Hello, strong>Bright Side,
I have been in my stepdaughter’s life since she was 7. Her bio mom is around, but she only visits about twice a year and isn’t involved in the day-to-day stuff. So, for 9 years, I’ve done basically everything.
This past Mother’s Day, she posted a photo of her bio mom with the caption, “My one and only mom.” I brought it up, and she snapped, “You’re not my mom, you’re just Dad’s wife!” I smiled and said, “Okay.”
From that moment on, I went into “strict boundaries” mode. I stopped managing her life. I stopped checking her portal, I stopped nagging her about chores, and I stopped doing her laundry or meal prepping for her.
A week later, she came home in a total panic. She realized she had completely missed a major college application deadline. She started screaming at me, “Why didn’t you remind me? You knew this was due! I missed it!”
I stayed calm and told her, “You said I was just Dad’s wife. Wives don’t manage their college applications. That’s what moms do.”

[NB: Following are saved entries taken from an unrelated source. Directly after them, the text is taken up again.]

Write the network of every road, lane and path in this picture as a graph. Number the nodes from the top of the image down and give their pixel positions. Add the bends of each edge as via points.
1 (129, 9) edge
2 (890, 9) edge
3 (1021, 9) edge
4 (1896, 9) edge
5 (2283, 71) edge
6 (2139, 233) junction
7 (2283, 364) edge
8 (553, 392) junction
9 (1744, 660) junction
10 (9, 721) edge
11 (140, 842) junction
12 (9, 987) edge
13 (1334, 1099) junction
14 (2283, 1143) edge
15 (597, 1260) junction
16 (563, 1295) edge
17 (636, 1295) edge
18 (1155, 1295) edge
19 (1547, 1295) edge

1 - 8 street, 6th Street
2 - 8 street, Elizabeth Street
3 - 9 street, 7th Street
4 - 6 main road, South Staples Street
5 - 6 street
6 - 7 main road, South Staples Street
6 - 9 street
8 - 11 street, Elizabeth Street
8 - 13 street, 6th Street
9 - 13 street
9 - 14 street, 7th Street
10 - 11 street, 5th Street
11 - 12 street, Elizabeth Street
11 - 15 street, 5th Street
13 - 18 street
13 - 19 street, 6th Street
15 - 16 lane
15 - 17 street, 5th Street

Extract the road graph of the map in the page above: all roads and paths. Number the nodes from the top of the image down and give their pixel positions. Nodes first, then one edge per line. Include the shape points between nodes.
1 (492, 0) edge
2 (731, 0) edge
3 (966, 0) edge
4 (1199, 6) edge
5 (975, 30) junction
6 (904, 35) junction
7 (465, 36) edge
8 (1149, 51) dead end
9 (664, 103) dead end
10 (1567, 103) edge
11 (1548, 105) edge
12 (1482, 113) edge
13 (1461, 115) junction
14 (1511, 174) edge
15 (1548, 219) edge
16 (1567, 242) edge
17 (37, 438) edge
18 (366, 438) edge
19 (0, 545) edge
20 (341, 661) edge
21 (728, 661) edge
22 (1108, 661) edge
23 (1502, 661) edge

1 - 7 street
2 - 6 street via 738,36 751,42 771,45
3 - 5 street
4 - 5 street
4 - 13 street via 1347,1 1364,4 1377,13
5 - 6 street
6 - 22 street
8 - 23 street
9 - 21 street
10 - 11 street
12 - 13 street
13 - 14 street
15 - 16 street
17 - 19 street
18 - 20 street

She just stared at me. Yeah, I didn’t want to fight her for a title she didn’t want to give me; I just decided to show her what her life actually looked like without a “mom” in the house.
After some time, she eventually came to me and said, “I didn’t know you did all that stuff.” I told her, “I know you didn’t. That’s the problem.” Since then, she hasn’t called me “just Dad’s wife” again. We’re all good now. BUT
My husband thinks I was a bit too harsh in letting her miss a college deadline, but I feel like she needed a reality check. Did she?
Loren
Hello, Loren,
Blended families are complicated. One of the most common struggles is exactly this: who is what to whom?
What your stepdaughter said clearly hurt. But many teenagers don’t fully see how much is being managed for them behind the scenes. At the same time, mothers—and the idea of “mom”—are deeply important to most of us.
It’s natural for a girl to want to connect with her biological mother, especially in a public way. That instinct doesn’t erase your role, but it does help explain why she acted the way she did.
Your reaction wasn’t explosive. You didn’t argue or punish her directly. But here’s the important distinction: teaching a lesson and protecting the future are not the same goal.
Missing a college deadline can carry real consequences. If the situation were fixable, then this might have been a strong learning moment. If it wasn’t, the price of the lesson might have been high. Teenagers are still learning how to plan ahead and think long-term, so sometimes the impact of these moments lands harder than expected.
That said, something meaningful happened. She realized how much you actually do. She came back and acknowledged it. Many adults only understand the mental load in a household once it’s gone—and in your case, that realization may have opened the door to more respect going forward.